§ **TRY IT**: For every record that follows, write out the text exactly and omit the picture, if one is present.

§ **SUPPLIED DATA**:
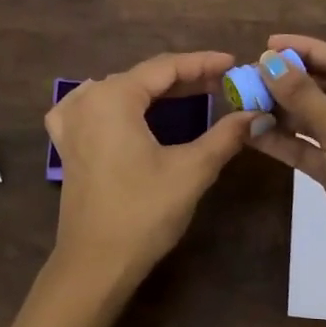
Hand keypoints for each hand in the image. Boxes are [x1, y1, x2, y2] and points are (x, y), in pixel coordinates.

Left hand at [7, 51, 256, 326]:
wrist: (96, 263)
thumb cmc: (144, 213)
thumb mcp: (191, 170)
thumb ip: (225, 136)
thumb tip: (258, 115)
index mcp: (114, 97)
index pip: (165, 67)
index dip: (203, 63)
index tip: (234, 63)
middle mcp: (87, 100)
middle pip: (142, 78)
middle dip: (184, 79)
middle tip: (223, 84)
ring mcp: (71, 123)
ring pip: (119, 92)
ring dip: (155, 92)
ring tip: (191, 95)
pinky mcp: (67, 146)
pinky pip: (93, 109)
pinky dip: (118, 105)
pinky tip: (128, 111)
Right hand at [244, 35, 325, 291]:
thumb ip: (303, 95)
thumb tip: (269, 61)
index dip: (307, 50)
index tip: (268, 45)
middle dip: (290, 81)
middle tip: (250, 75)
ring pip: (313, 118)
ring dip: (282, 111)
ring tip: (245, 101)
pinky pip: (307, 147)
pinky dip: (283, 140)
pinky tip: (253, 132)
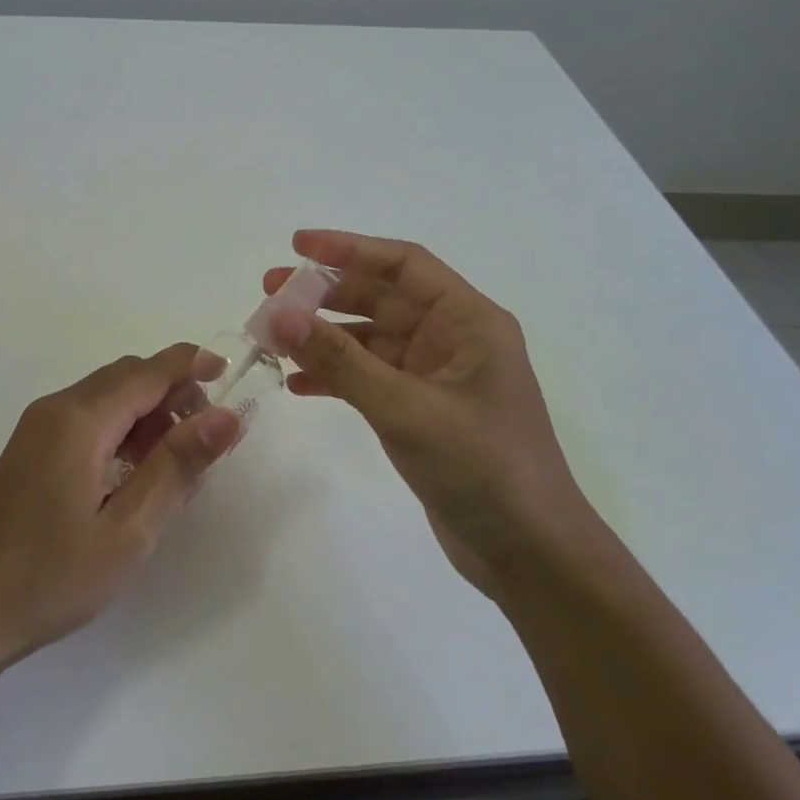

§ **YOUR RESPONSE**:
Hand keypoints for each hand in the image. Boxes are [x1, y1, x2, y2] and points are (x, y), in pixel coordinates.

Left hand at [7, 51, 256, 326]:
wrist: (96, 263)
thumb cmc: (144, 213)
thumb mcp: (191, 170)
thumb ip: (225, 136)
thumb tip: (258, 115)
index mcp: (114, 97)
index pip: (165, 67)
index dip: (203, 63)
index tip: (234, 63)
middle mcp: (87, 100)
middle pip: (142, 78)
middle dip: (184, 79)
middle tip: (223, 84)
ring mcp: (71, 123)
ring pip: (119, 92)
ring dip: (155, 92)
ring tip: (191, 95)
pinky mcp: (67, 146)
pinky pip: (93, 109)
pinky dip: (118, 105)
pinky tip: (128, 111)
Right hand at [244, 35, 325, 291]:
thumb ip: (303, 95)
thumb tip: (269, 61)
index dip: (307, 50)
index tip: (268, 45)
middle dip: (290, 81)
middle tip: (250, 75)
ring pip: (313, 118)
ring dip: (282, 111)
ring tip: (245, 101)
pinky pip: (307, 147)
pinky dip: (283, 140)
pinky tip: (253, 132)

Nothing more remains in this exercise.